▸ Collected data entries:

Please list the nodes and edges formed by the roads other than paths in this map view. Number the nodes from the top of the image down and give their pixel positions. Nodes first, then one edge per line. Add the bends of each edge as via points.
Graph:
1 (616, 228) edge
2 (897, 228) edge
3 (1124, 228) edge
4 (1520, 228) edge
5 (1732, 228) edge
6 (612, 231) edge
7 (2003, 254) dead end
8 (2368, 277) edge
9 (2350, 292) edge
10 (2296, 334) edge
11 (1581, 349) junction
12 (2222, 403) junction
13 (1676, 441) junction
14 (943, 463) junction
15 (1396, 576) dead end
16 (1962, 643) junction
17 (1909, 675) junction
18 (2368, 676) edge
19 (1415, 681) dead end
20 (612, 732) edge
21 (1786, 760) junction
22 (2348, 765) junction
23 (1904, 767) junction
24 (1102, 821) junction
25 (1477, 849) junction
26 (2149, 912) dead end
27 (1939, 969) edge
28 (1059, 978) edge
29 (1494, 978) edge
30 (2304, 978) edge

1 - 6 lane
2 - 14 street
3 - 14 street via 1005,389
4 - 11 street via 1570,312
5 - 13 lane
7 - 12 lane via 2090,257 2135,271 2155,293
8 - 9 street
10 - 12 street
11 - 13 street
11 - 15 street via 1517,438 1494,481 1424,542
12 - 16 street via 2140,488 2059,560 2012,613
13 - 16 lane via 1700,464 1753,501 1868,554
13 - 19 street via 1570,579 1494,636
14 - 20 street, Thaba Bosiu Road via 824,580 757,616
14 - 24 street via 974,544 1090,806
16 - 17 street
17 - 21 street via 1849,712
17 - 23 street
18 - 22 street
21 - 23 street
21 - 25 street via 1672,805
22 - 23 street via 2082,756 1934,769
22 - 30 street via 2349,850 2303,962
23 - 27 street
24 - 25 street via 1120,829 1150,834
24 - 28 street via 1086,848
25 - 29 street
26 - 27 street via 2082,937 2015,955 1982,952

▸ Exercise details:
Write each entry out again. Do not change a word.

▸ Answer space:
Please list the nodes and edges formed by the roads other than paths in this map view. Number the nodes from the top of the image down and give their pixel positions. Nodes first, then one edge per line. Add the bends of each edge as via points.
Graph:
1 (616, 228) edge
2 (897, 228) edge
3 (1124, 228) edge
4 (1520, 228) edge
5 (1732, 228) edge
6 (612, 231) edge
7 (2003, 254) dead end
8 (2368, 277) edge
9 (2350, 292) edge
10 (2296, 334) edge
11 (1581, 349) junction
12 (2222, 403) junction
13 (1676, 441) junction
14 (943, 463) junction
15 (1396, 576) dead end
16 (1962, 643) junction
17 (1909, 675) junction
18 (2368, 676) edge
19 (1415, 681) dead end
20 (612, 732) edge
21 (1786, 760) junction
22 (2348, 765) junction
23 (1904, 767) junction
24 (1102, 821) junction
25 (1477, 849) junction
26 (2149, 912) dead end
27 (1939, 969) edge
28 (1059, 978) edge
29 (1494, 978) edge
30 (2304, 978) edge

1 - 6 lane
2 - 14 street
3 - 14 street via 1005,389
4 - 11 street via 1570,312
5 - 13 lane
7 - 12 lane via 2090,257 2135,271 2155,293
8 - 9 street
10 - 12 street
11 - 13 street
11 - 15 street via 1517,438 1494,481 1424,542
12 - 16 street via 2140,488 2059,560 2012,613
13 - 16 lane via 1700,464 1753,501 1868,554
13 - 19 street via 1570,579 1494,636
14 - 20 street, Thaba Bosiu Road via 824,580 757,616
14 - 24 street via 974,544 1090,806
16 - 17 street
17 - 21 street via 1849,712
17 - 23 street
18 - 22 street
21 - 23 street
21 - 25 street via 1672,805
22 - 23 street via 2082,756 1934,769
22 - 30 street via 2349,850 2303,962
23 - 27 street
24 - 25 street via 1120,829 1150,834
24 - 28 street via 1086,848
25 - 29 street
26 - 27 street via 2082,937 2015,955 1982,952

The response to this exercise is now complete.